[Data entries]
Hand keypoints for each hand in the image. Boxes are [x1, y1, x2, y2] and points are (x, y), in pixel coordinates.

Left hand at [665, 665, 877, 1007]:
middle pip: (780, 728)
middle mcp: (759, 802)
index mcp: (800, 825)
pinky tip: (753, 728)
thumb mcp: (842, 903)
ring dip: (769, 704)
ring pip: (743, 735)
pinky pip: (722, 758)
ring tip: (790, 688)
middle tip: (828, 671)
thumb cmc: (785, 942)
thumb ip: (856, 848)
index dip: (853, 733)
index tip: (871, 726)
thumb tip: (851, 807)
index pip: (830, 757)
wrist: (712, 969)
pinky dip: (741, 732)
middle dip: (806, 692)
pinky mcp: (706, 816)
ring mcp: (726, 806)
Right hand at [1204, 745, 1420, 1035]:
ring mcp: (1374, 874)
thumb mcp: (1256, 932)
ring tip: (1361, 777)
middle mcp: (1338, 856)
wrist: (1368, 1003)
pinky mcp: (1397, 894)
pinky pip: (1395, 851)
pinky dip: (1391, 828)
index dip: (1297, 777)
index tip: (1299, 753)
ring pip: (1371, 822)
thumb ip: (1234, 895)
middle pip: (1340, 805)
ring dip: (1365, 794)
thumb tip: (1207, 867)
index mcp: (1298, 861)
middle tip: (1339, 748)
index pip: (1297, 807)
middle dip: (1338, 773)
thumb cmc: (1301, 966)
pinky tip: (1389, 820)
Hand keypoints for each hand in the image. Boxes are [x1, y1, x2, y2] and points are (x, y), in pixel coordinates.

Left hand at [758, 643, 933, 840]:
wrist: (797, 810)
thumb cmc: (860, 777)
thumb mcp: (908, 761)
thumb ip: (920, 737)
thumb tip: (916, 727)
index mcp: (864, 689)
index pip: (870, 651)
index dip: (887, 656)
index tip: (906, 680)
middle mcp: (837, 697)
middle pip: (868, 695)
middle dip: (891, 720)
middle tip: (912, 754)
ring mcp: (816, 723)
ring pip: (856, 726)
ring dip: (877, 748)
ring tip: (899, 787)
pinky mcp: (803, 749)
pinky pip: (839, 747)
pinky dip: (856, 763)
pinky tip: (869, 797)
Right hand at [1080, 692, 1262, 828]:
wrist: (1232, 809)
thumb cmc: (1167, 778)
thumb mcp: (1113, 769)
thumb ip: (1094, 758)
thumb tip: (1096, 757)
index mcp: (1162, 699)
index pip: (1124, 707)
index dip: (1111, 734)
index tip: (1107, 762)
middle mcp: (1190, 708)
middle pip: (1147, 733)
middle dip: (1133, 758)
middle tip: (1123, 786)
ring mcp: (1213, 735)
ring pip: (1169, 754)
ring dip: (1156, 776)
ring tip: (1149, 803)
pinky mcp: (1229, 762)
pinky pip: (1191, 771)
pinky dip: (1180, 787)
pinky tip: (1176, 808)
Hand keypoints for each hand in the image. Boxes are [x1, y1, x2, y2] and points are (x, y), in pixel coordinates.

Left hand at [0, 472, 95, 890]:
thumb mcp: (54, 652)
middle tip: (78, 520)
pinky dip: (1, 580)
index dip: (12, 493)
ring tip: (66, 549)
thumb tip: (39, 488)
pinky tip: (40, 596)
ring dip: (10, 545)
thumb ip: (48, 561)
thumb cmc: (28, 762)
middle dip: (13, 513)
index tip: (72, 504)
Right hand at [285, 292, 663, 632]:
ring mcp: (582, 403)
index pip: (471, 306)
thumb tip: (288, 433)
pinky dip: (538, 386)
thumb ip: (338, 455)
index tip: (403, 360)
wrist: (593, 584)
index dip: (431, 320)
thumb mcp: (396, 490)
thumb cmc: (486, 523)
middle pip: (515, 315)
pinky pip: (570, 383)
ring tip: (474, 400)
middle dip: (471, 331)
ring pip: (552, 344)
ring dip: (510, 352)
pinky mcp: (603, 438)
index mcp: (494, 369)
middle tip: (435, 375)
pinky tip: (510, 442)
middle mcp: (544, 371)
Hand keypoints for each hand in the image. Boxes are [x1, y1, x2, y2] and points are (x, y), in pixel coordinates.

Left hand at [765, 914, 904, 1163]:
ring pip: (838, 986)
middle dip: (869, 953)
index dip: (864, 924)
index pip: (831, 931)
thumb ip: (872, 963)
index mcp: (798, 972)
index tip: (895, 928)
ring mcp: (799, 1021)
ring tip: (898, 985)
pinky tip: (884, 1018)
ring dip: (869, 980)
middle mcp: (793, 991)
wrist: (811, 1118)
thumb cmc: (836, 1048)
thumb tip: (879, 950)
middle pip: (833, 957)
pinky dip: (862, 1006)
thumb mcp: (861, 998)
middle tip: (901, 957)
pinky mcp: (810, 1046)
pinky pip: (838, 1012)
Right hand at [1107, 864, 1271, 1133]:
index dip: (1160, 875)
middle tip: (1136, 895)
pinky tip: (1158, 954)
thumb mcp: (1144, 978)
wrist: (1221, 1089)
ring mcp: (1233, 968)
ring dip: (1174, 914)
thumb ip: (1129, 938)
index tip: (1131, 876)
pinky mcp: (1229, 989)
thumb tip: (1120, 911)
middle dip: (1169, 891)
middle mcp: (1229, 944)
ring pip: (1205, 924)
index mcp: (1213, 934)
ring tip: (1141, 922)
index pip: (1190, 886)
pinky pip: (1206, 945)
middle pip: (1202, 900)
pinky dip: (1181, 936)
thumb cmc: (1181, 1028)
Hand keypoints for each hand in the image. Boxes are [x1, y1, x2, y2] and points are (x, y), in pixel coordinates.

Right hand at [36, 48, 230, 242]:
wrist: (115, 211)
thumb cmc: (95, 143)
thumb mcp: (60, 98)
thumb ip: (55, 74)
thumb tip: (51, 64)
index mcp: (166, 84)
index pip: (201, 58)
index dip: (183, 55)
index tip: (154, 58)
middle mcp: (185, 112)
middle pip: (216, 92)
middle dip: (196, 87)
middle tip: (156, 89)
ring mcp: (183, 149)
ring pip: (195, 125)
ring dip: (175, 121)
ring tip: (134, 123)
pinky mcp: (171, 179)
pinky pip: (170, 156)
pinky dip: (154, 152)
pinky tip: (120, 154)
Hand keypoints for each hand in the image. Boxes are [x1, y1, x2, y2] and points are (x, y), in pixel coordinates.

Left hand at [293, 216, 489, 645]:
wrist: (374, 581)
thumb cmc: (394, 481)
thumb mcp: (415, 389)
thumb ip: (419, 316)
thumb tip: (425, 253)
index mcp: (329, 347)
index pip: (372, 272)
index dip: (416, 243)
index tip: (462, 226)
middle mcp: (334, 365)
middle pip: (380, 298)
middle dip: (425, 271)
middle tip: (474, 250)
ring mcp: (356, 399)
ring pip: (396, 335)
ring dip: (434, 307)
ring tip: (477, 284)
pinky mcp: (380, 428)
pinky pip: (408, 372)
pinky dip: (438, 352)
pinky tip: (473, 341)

* Task prompt *
Transcribe each line of the data above, unaltered, from the one where "thumb tip: (288, 433)" appears to the one where "ring pip: (552, 344)" appears, inclusive of both.

* Response area *
thumb tip: (288, 433)
pinky dip: (538, 386)
thumb ip: (338, 455)
index tip: (403, 360)
wrist: (593, 584)
index dip: (431, 320)
thumb mcp: (396, 490)
thumb cmc: (486, 523)
middle pip: (515, 315)
pinky pip: (570, 383)
ring tip: (474, 400)
middle dip: (471, 331)
ring pip: (552, 344)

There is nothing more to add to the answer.